Problem statement
Any image in the records is to be skipped; everything else should be reproduced exactly.

Study material
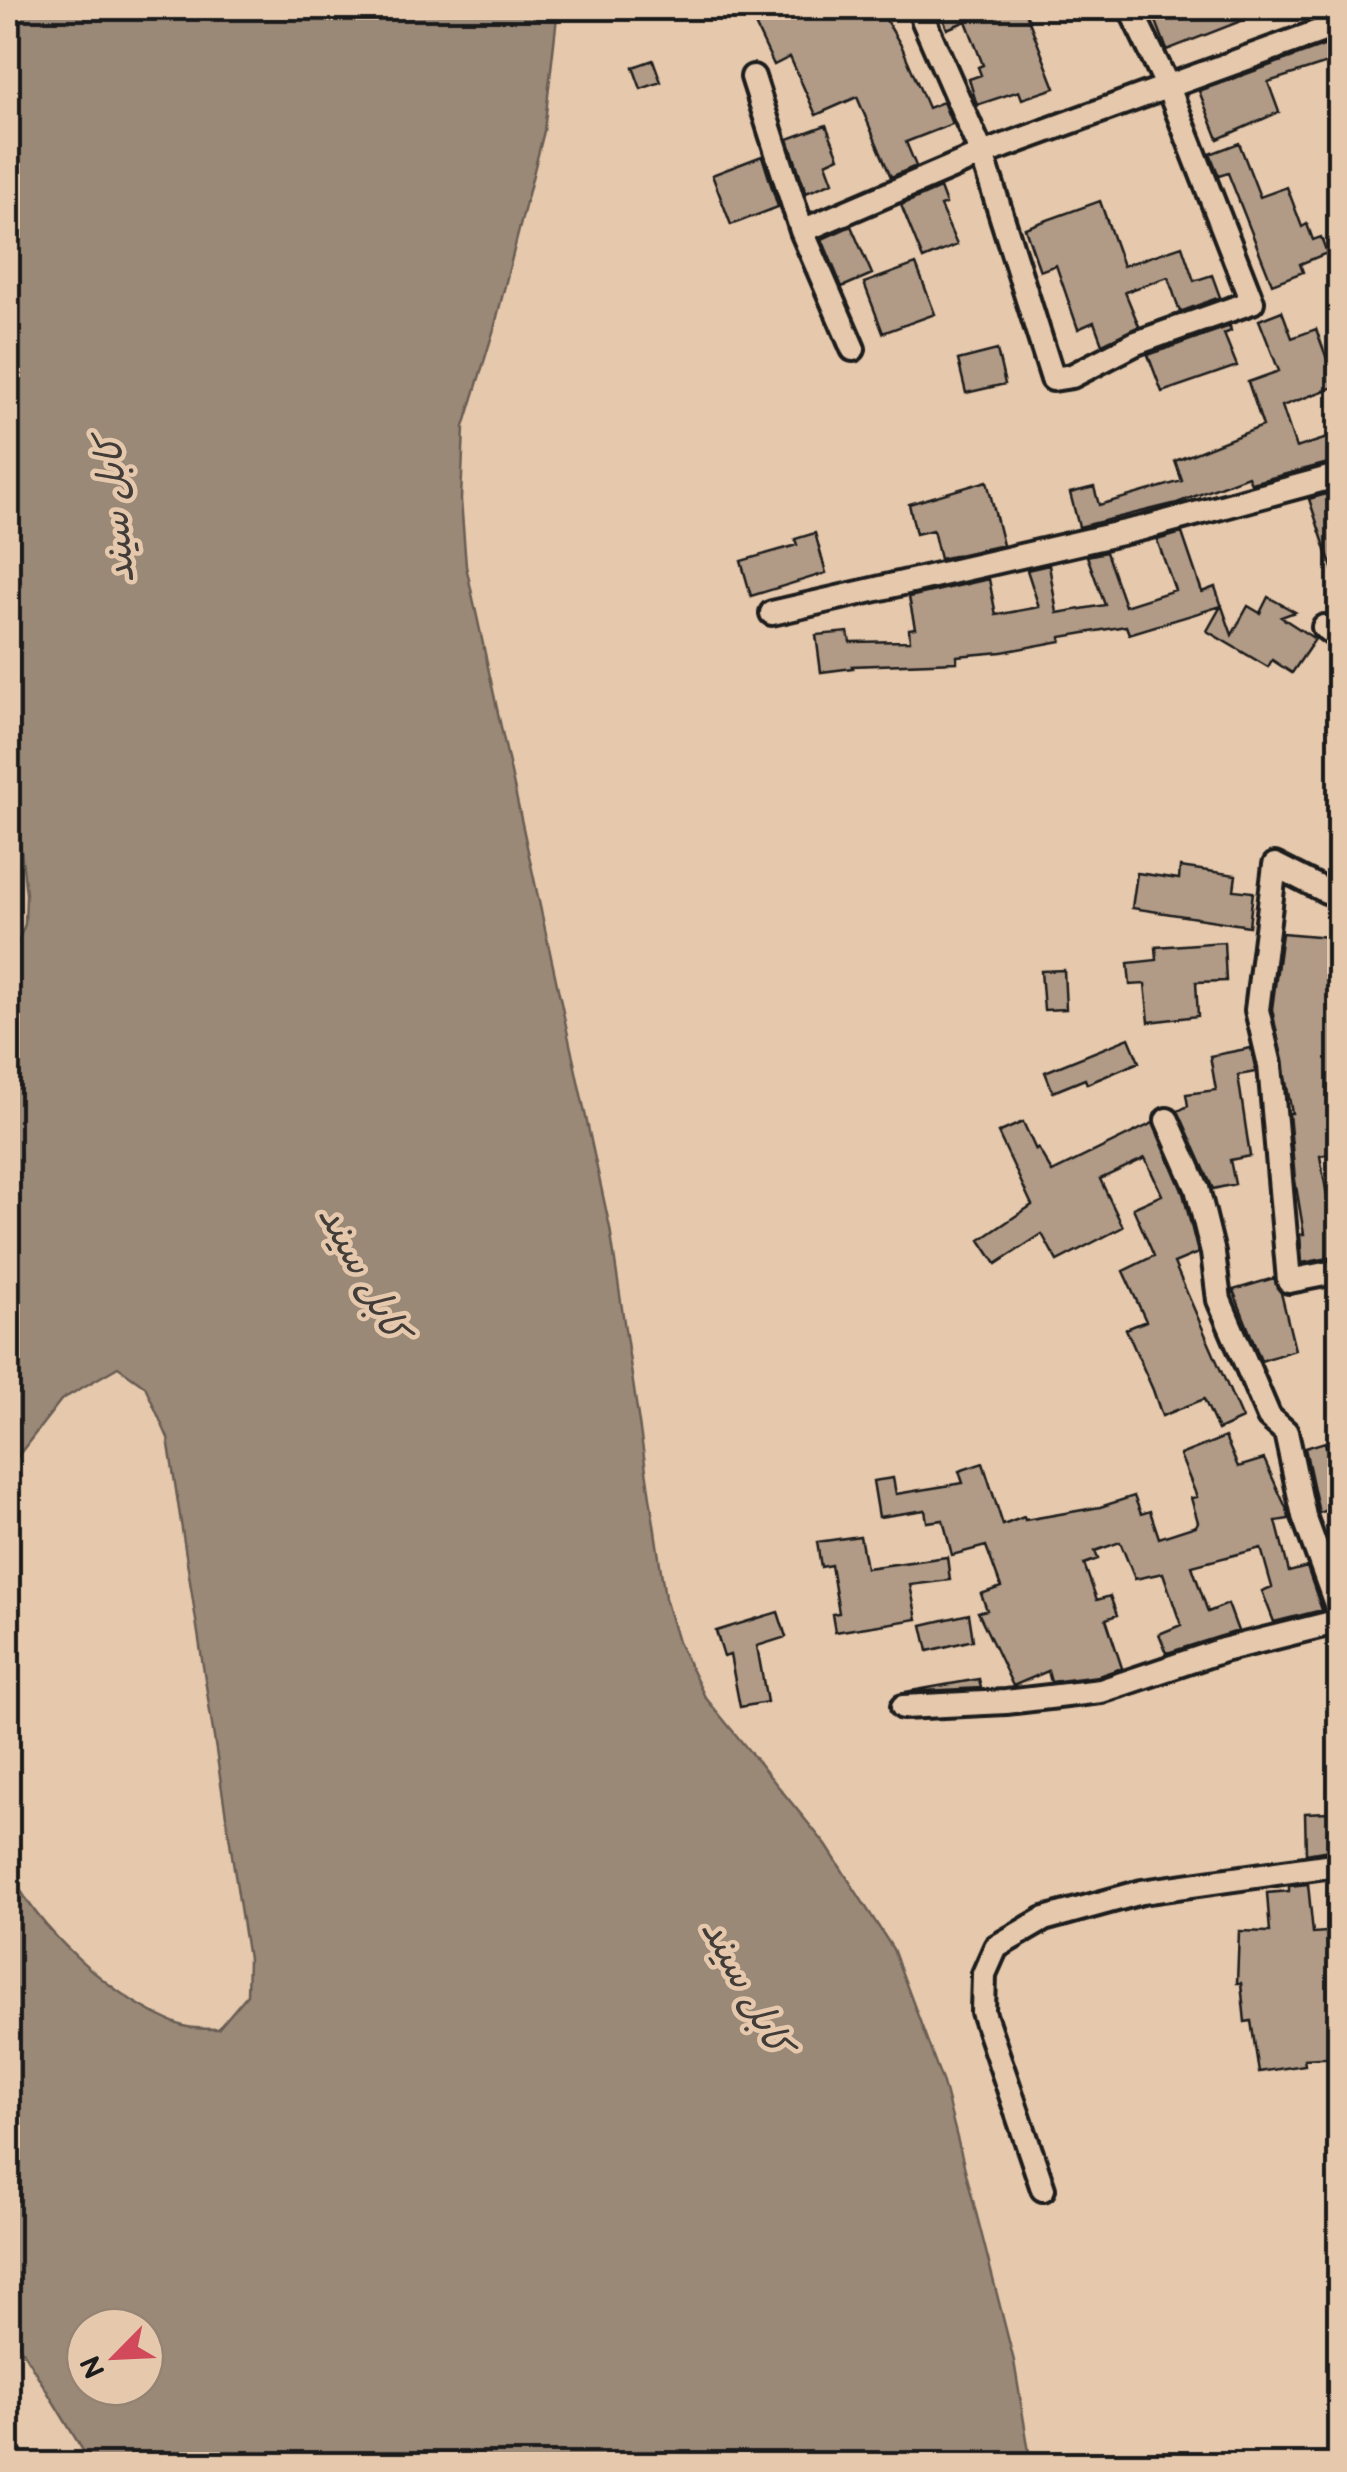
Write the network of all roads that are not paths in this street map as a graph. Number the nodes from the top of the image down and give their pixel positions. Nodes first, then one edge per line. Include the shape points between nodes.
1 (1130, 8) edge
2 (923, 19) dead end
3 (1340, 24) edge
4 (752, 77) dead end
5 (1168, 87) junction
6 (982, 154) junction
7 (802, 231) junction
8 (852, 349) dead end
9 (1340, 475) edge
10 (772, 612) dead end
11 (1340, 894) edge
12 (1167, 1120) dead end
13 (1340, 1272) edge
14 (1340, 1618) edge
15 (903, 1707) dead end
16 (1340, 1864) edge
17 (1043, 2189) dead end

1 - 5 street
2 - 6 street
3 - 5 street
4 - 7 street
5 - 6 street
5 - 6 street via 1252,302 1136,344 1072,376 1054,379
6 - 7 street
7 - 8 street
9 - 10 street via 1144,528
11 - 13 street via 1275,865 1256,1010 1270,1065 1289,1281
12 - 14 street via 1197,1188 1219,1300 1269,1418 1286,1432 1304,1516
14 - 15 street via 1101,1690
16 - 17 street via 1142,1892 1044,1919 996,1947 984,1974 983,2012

Task result
Write the network of all roads that are not paths in this street map as a graph. Number the nodes from the top of the image down and give their pixel positions. Nodes first, then one edge per line. Include the shape points between nodes.
1 (1130, 8) edge
2 (923, 19) dead end
3 (1340, 24) edge
4 (752, 77) dead end
5 (1168, 87) junction
6 (982, 154) junction
7 (802, 231) junction
8 (852, 349) dead end
9 (1340, 475) edge
10 (772, 612) dead end
11 (1340, 894) edge
12 (1167, 1120) dead end
13 (1340, 1272) edge
14 (1340, 1618) edge
15 (903, 1707) dead end
16 (1340, 1864) edge
17 (1043, 2189) dead end

1 - 5 street
2 - 6 street
3 - 5 street
4 - 7 street
5 - 6 street
5 - 6 street via 1252,302 1136,344 1072,376 1054,379
6 - 7 street
7 - 8 street
9 - 10 street via 1144,528
11 - 13 street via 1275,865 1256,1010 1270,1065 1289,1281
12 - 14 street via 1197,1188 1219,1300 1269,1418 1286,1432 1304,1516
14 - 15 street via 1101,1690
16 - 17 street via 1142,1892 1044,1919 996,1947 984,1974 983,2012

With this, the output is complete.